◆ Provided records
--- --- ---
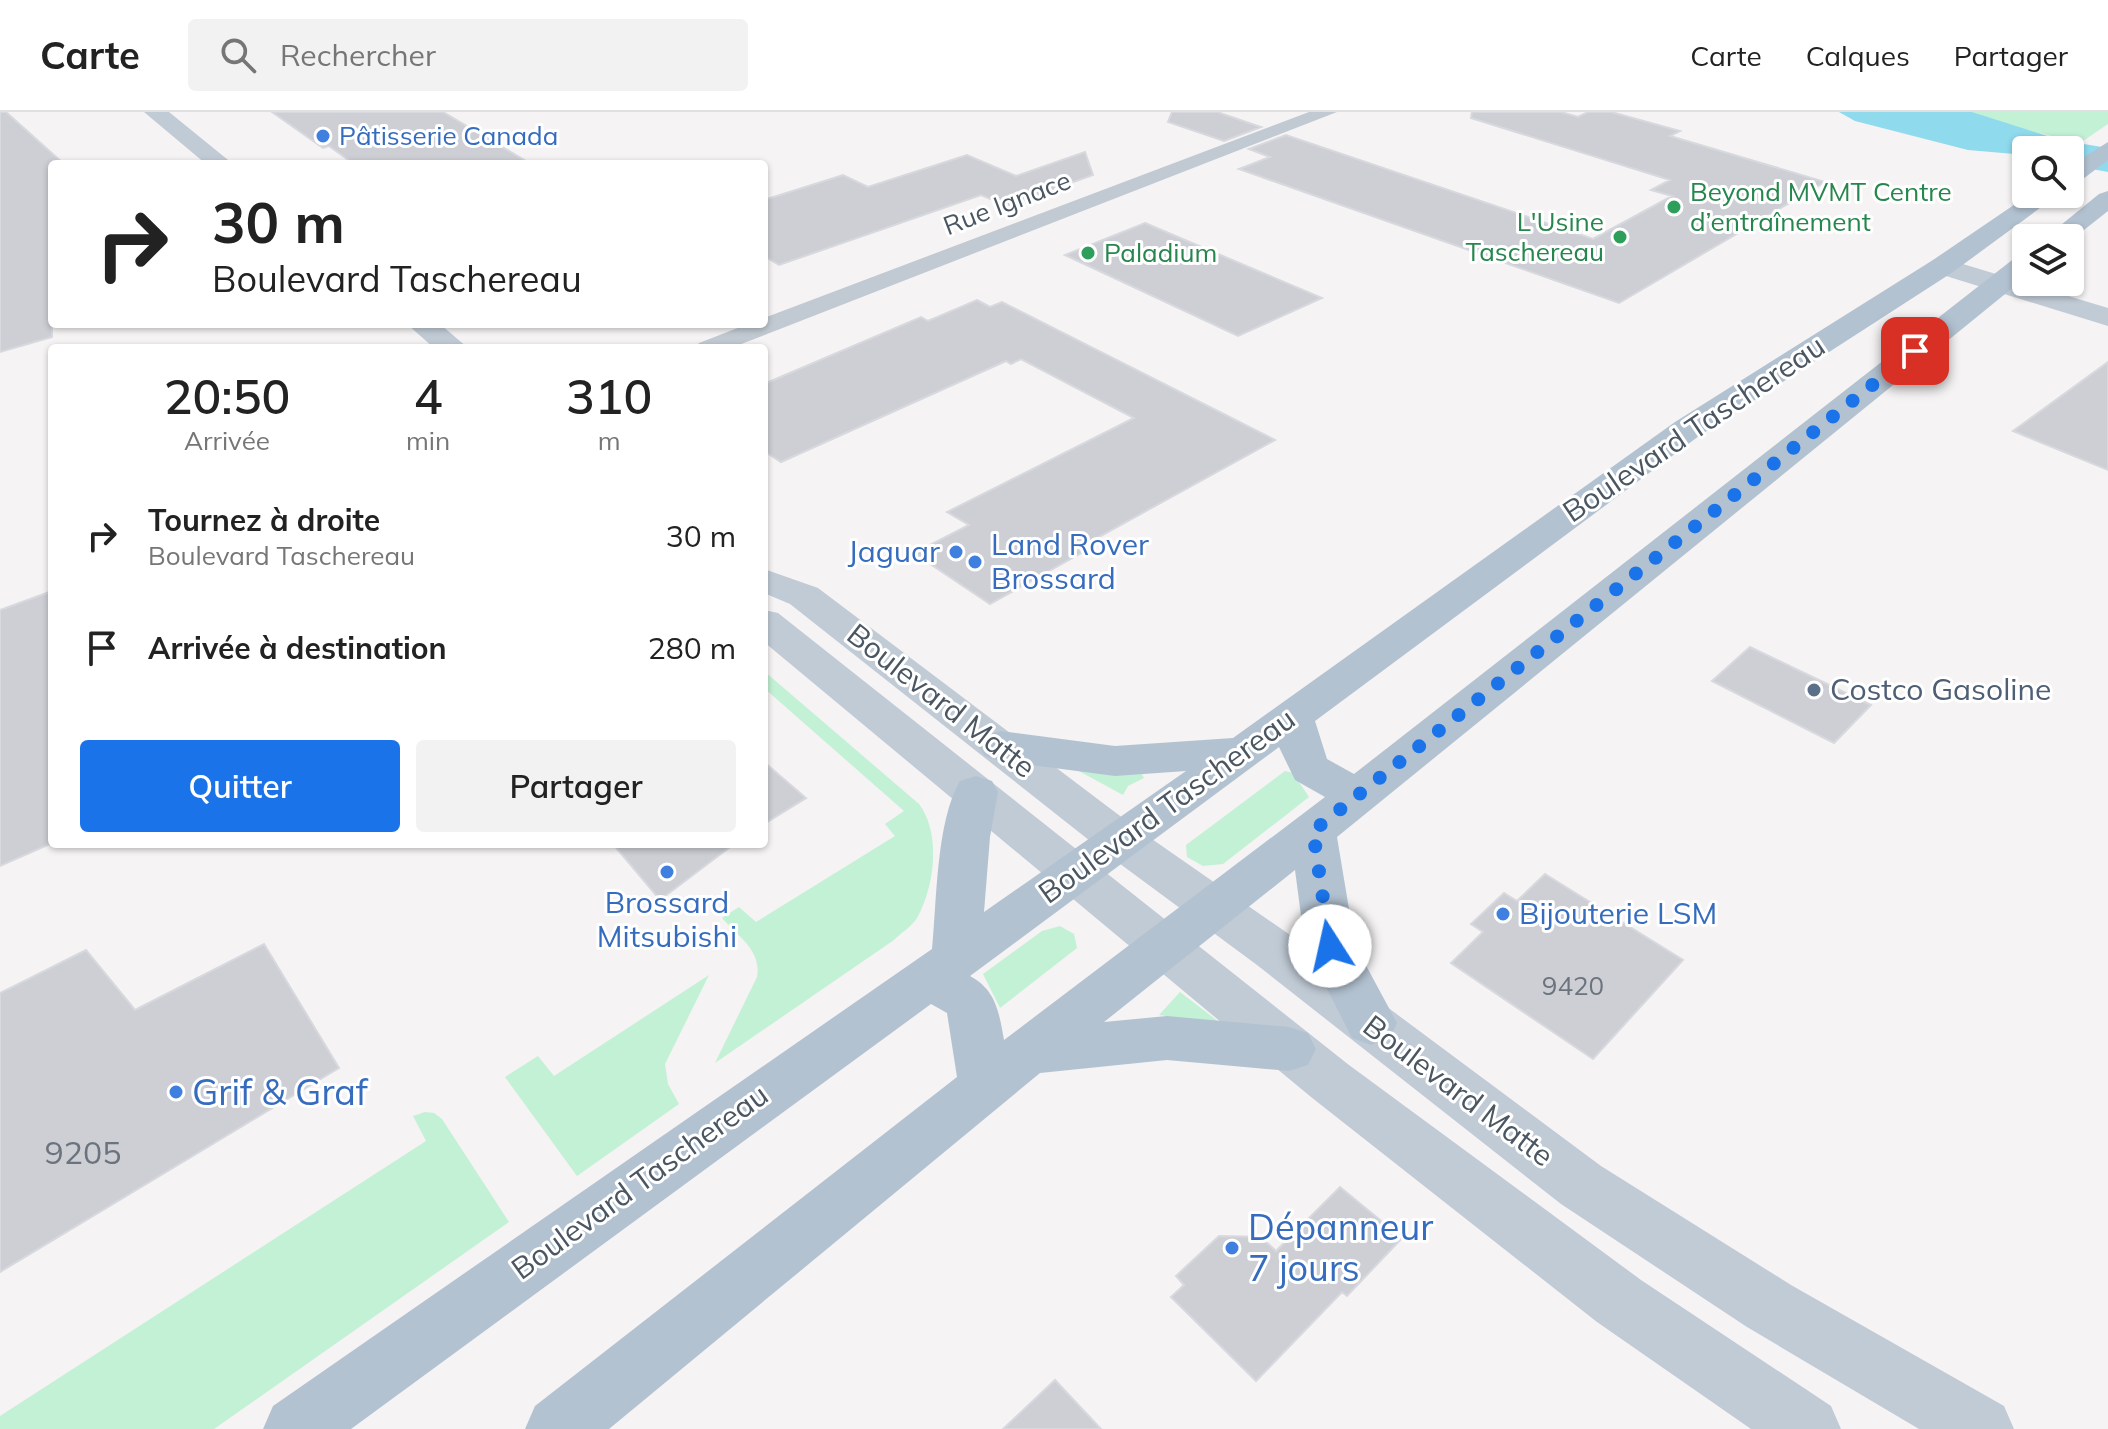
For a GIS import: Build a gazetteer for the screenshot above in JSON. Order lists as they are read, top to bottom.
{
  "streets": {
    "main road": ["Boulevard Taschereau", "Boulevard Matte"],
    "street": ["Rue Ignace"]
  },
  "crossings": [
    ["Boulevard Taschereau", "Boulevard Matte"]
  ],
  "places": [
    "Pâtisserie Canada",
    "Beyond MVMT Centre d’entraînement",
    "L'Usine Taschereau",
    "Paladium",
    "Jaguar",
    "Land Rover Brossard",
    "Costco Gasoline",
    "Brossard Mitsubishi",
    "Bijouterie LSM",
    "Grif & Graf",
    "Dépanneur 7 jours"
  ],
  "house_numbers": ["9420", "9205"],
  "page": {
    "header": "Carte",
    "search": "Rechercher",
    "nav": ["Carte", "Calques", "Partager"],
    "turn": ["30 m", "Boulevard Taschereau"],
    "eta": [
      "20:50",
      "Arrivée",
      "4",
      "min",
      "310",
      "m"
    ],
    "list": [
      {
        "name": "Tournez à droite",
        "note": "Boulevard Taschereau",
        "value": "30 m"
      },
      {
        "name": "Arrivée à destination",
        "value": "280 m"
      }
    ],
    "buttons": ["Quitter", "Partager"]
  }
}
--- --- ---
◆ What you have to do
Retype each of the entries above exactly as it appears, with no pictures.

◆ Exercise response
For a GIS import: Build a gazetteer for the screenshot above in JSON. Order lists as they are read, top to bottom.
{
  "streets": {
    "main road": ["Boulevard Taschereau", "Boulevard Matte"],
    "street": ["Rue Ignace"]
  },
  "crossings": [
    ["Boulevard Taschereau", "Boulevard Matte"]
  ],
  "places": [
    "Pâtisserie Canada",
    "Beyond MVMT Centre d’entraînement",
    "L'Usine Taschereau",
    "Paladium",
    "Jaguar",
    "Land Rover Brossard",
    "Costco Gasoline",
    "Brossard Mitsubishi",
    "Bijouterie LSM",
    "Grif & Graf",
    "Dépanneur 7 jours"
  ],
  "house_numbers": ["9420", "9205"],
  "page": {
    "header": "Carte",
    "search": "Rechercher",
    "nav": ["Carte", "Calques", "Partager"],
    "turn": ["30 m", "Boulevard Taschereau"],
    "eta": [
      "20:50",
      "Arrivée",
      "4",
      "min",
      "310",
      "m"
    ],
    "list": [
      {
        "name": "Tournez à droite",
        "note": "Boulevard Taschereau",
        "value": "30 m"
      },
      {
        "name": "Arrivée à destination",
        "value": "280 m"
      }
    ],
    "buttons": ["Quitter", "Partager"]
  }
}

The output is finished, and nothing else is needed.